Ever the voice of measured calm. Why Tyler Perry wasn’t tapped to direct is beyond me, but that would have made Red Tails a hilarious smear of histrionic twaddle. I suppose this cast was in part to enable the tower defense of RACIST against any attacks on its shitty quality, but if Red Tails is representative of the Black Community, then its production team is guilty of hate crimes. The story of the Tuskegee airmen is pretty good, but you would have no idea from this dull piece of fuck.

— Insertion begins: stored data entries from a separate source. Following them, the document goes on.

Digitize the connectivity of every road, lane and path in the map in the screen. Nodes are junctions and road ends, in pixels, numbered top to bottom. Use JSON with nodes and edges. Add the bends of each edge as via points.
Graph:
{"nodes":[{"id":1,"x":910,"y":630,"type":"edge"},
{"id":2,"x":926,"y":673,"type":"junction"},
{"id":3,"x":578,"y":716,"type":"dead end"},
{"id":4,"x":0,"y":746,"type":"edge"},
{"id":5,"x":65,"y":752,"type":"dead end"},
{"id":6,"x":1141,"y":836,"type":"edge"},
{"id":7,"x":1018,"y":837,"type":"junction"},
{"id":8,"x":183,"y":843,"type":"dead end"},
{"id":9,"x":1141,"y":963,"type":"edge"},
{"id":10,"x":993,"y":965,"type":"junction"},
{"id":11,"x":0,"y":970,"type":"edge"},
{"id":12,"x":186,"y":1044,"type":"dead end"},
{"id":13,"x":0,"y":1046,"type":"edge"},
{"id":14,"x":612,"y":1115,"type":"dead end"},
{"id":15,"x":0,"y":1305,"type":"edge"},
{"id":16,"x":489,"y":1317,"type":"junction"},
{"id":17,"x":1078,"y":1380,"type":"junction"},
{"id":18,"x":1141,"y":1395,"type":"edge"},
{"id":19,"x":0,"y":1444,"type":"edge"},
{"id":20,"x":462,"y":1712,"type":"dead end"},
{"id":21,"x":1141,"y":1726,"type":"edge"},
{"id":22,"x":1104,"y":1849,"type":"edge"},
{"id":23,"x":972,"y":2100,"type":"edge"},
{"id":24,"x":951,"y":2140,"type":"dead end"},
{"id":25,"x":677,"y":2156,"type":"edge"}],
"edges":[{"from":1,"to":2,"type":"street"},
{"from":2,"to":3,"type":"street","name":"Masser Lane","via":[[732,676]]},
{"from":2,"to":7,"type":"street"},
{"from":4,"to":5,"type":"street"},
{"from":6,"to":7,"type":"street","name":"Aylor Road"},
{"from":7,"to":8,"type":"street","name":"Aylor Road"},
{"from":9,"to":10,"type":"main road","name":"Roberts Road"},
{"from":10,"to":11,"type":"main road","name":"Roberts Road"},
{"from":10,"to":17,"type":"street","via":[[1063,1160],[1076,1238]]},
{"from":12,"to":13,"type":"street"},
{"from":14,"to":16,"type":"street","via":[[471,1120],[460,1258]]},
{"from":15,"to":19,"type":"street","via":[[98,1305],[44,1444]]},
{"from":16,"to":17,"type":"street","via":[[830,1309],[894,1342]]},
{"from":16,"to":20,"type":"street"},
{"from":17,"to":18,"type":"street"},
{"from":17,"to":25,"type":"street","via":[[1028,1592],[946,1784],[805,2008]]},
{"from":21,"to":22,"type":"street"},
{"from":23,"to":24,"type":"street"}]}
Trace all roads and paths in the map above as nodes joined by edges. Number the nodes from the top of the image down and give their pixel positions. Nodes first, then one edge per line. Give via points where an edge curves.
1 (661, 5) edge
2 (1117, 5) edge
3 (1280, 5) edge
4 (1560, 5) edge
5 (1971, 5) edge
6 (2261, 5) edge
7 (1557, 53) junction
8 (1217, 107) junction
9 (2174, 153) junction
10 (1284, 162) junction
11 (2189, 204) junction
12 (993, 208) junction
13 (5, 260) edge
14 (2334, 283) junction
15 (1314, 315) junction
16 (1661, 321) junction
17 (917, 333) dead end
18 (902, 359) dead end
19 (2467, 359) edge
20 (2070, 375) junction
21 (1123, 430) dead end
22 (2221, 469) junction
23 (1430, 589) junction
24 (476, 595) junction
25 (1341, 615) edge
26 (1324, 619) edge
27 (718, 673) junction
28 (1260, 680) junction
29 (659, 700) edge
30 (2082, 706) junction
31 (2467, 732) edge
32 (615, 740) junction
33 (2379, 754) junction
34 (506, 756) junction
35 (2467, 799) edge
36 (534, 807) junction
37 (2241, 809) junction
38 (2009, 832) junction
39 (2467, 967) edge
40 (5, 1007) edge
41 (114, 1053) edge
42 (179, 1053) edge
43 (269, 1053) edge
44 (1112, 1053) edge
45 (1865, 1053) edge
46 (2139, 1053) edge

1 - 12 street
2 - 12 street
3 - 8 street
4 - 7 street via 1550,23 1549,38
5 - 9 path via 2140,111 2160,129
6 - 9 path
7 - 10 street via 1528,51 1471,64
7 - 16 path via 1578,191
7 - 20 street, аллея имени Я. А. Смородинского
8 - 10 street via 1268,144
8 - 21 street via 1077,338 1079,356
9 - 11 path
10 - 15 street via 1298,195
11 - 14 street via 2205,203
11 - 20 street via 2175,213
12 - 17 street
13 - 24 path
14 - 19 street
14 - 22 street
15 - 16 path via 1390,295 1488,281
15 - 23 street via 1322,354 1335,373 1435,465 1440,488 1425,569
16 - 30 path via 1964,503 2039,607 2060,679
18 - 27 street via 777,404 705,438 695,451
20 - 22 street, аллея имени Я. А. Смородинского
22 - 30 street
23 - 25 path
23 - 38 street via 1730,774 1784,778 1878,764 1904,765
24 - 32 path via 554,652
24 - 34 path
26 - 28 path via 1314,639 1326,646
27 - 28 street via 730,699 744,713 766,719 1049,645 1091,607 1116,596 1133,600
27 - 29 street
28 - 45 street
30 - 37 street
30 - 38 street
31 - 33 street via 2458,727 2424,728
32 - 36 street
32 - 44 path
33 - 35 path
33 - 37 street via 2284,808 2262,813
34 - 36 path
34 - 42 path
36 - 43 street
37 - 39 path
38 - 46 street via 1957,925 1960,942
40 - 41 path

The acting is terrible, listless, and occasionally sounds like the words are being read off cue cards by someone at gunpoint. Terence Howard plays a Colonel who needs to give periodic triumphant rah rah speeches, except he couldn’t express real emotion if his shoes were on fire. Cuba Gooding has not been a mark of quality since maybe Boat Trip, and he chews on a pipe like a five year old went into Dad’s drawer and found a new toy. His attempt to do a ‘grim’ face is more pathetic than a worm on a hook trying to escape. The dialogue is bad enough to make the Nazi characters sympathetic. Lucas bragged that there is an hour of combat scenes, and I think that is probably true. But that means over an hour of quiet scenes of chatting and bonding where the screenwriters futilely attempt to simulate what humans call ‘conversation’. Some of these include white people who bandy about epithets to remind us idiots that there is this thing called racism, and, against all we once thought, it is indeed bad.
The characters are stock from stem to stern; the leader with self-doubt, the aggressive hotshot, the Jesus freak. The whites are all kind of the same person. There is one German character who is skilled, and hunts American pilots because he is evil, not because it is his duty as a soldier. He uses the line above, which just made my day. The rest is dull exchanges with such bon mots as “Let’s give the newspapers something to write about”, or “How do you like that, Mr. Hitler?” During the opening credits, American bombers are shot to shit because the escort fighters ran off to shoot down enemy fighters instead of protecting the bombers.
One pilot exclaims “Damn those glory grabbing bastards!” Now if only there was a group of pilots that would be proper escorts I wonder if the film will fill that need at some point with some scrappy underdogs. And I wonder if some of these honkys would eventually have a change of heart, or if the leader develops self-confidence or the hotshot gets shot down after doing something inadvisable. Red Tails is unpredictable like LA weather. The death of the hot shot is especially funny, as a whole subplot is set up where he romances an Italian woman and they are all set to be married. It resembles that scene from, well, Hot Shots!, where one pilot is about to go on a mission and tells his wife he loves her while black cats cross his path, he walks under a ladder, she breaks a mirror, and expresses just how perfect life is. When you reiterate a storyline from a spoof in your dramatic film, there is a serious failure at the screenplay stage.
Meanwhile, the combat video game scenes are okay, but the breaking planes are as interesting as so much balsa wood, and the deeply boring execution makes the action even more listless and pointless. The sound quality also sucks, going in and out in the wrong places. I know the actions of the Tuskegee airmen were actually important during the War, but if the filmmakers don’t give a shit, I don’t see why I should. The scenes of BANTER and the love story via translator dictionary, the pointless subplot about a POW camp that barely exists and passes like a fart in a blizzard, oh god, make it stop. Even the remarks about race fail to arouse, as other films have rendered the subject with a sense of history and scope.
Lucas admitted that the legions of fanboys have worn him down about his aggressive milking of Star Wars. Who knew the random and pointless anger of the internet could accomplish something great? Still, he is planning to pursue small art films, so we will get to see CGI clouds add texture to small personal dramas or something. Well, small art films and the next, hotly anticipated Indiana Jones movie where Indy fights Nazi exiles in Brazil to establish a public health care system.